S&P 500 futures are flat/mixed as investors try to figure out the nationwide riot effect on the market. We were on pace for a continue bull run because America is opening up, but it will be likely delayed for a week as the government gains control of the rioters.
Robert Kaplan of the Federal Reserve is calling for 17% GDP growth, and Larry Kudlow, a White House Ecomonmic Adviser, believes that figure could be as high as 20%. Consumer-oriented companies are increasingly more positively in terms of spending behavior.
In an interview with Reuters, Kaplan said the gross domestic product could grow by 17% in the third and fourth quarters of this year. The head of a regional central bank said much of the recovery in the second half of the year was based on increased testing of COVID-19, said Robert Kaplan.
Kaplan believes the increased testing will boost explosive growth in the second half of 2020. He believes that by identifying and isolating infected people, more people will be able to resume their normal daily lives. The unemployment rate is expected to reach 20% in the second quarter but could fall to 10% by the end of the year.

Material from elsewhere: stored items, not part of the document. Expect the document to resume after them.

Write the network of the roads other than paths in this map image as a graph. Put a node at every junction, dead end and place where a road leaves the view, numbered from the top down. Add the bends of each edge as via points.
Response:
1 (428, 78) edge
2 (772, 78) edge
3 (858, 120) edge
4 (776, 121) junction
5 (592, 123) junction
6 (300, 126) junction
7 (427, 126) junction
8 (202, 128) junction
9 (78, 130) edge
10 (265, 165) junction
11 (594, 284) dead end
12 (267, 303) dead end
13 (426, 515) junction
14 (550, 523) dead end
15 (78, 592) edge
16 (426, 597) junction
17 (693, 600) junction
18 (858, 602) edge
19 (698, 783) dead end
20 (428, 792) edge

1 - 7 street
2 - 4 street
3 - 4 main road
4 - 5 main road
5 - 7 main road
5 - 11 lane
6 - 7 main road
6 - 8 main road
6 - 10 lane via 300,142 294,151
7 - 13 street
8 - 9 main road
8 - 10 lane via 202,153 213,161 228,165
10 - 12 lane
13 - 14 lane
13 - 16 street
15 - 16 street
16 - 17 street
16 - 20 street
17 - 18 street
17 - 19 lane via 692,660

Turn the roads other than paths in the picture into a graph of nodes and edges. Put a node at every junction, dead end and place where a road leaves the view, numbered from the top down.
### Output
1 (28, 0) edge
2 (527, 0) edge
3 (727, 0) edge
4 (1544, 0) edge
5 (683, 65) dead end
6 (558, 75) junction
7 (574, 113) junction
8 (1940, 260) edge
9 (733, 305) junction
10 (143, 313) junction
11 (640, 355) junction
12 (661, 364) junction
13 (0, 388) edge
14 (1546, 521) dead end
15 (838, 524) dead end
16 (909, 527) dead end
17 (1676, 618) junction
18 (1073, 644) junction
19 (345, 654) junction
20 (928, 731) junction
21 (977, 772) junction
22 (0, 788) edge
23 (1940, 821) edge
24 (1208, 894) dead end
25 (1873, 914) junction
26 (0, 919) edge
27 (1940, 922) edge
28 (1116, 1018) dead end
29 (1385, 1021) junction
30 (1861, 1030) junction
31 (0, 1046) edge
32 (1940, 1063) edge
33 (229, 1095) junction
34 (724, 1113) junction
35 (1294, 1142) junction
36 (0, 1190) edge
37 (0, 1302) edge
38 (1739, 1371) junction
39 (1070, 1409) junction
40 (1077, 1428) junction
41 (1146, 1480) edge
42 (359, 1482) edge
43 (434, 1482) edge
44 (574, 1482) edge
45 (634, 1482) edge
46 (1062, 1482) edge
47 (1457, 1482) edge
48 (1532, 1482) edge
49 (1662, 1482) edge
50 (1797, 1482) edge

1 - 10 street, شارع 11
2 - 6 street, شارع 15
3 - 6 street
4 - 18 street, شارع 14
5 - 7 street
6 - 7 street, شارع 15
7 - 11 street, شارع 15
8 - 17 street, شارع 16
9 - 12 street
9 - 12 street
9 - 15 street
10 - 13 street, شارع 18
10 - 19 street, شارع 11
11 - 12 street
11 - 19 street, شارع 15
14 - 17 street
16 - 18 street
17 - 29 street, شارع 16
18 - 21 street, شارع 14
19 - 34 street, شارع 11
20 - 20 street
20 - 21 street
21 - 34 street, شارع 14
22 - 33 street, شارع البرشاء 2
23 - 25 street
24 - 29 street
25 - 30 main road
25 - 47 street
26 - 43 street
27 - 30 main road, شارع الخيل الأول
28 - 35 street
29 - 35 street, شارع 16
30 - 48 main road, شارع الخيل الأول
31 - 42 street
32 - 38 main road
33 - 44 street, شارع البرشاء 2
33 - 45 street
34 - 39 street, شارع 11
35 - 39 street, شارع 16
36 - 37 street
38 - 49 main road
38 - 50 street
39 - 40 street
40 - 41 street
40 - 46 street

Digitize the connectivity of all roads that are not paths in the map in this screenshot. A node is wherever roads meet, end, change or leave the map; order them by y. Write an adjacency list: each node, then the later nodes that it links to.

Meanwhile, Kudlow, a White House adviser, said the US could see economic growth of 20 percent. He also believes that the testing process would cost less than the vast resources allocated to the current rescue of the financial system and the economy. The government has invested $6.6 trillion since 2008, with at least $3 trillion spent on bailouts, according to a recent report from the Federal Reserve Bank of Chicago.
The former Wall Street economist said the number of new business applications is increasing, as are car consumption and fuel demand. He also pointed to falling unemployment figures as a positive sign for the US economy and an increase in business investment.
Kudlow expects the numbers to point to persistent economic problems in the coming weeks, but he believes we are not yet at the peak of unemployment. He said the pandemic is still slowing because of data delays and effects.
He would like to see some policy changes to boost growth potential, but he is skeptical of President Donald Trump’s plans for tax cuts and spending cuts. He is a board member of the American Enterprise Institute and the James A. Baker Institute.
He believes that the domestic economy is experiencing the worst downturn, but he also believes that we are already recovering. It expects growth to accelerate in the second half of the year and expects the US economy to overtake the global economy by the end of 2017.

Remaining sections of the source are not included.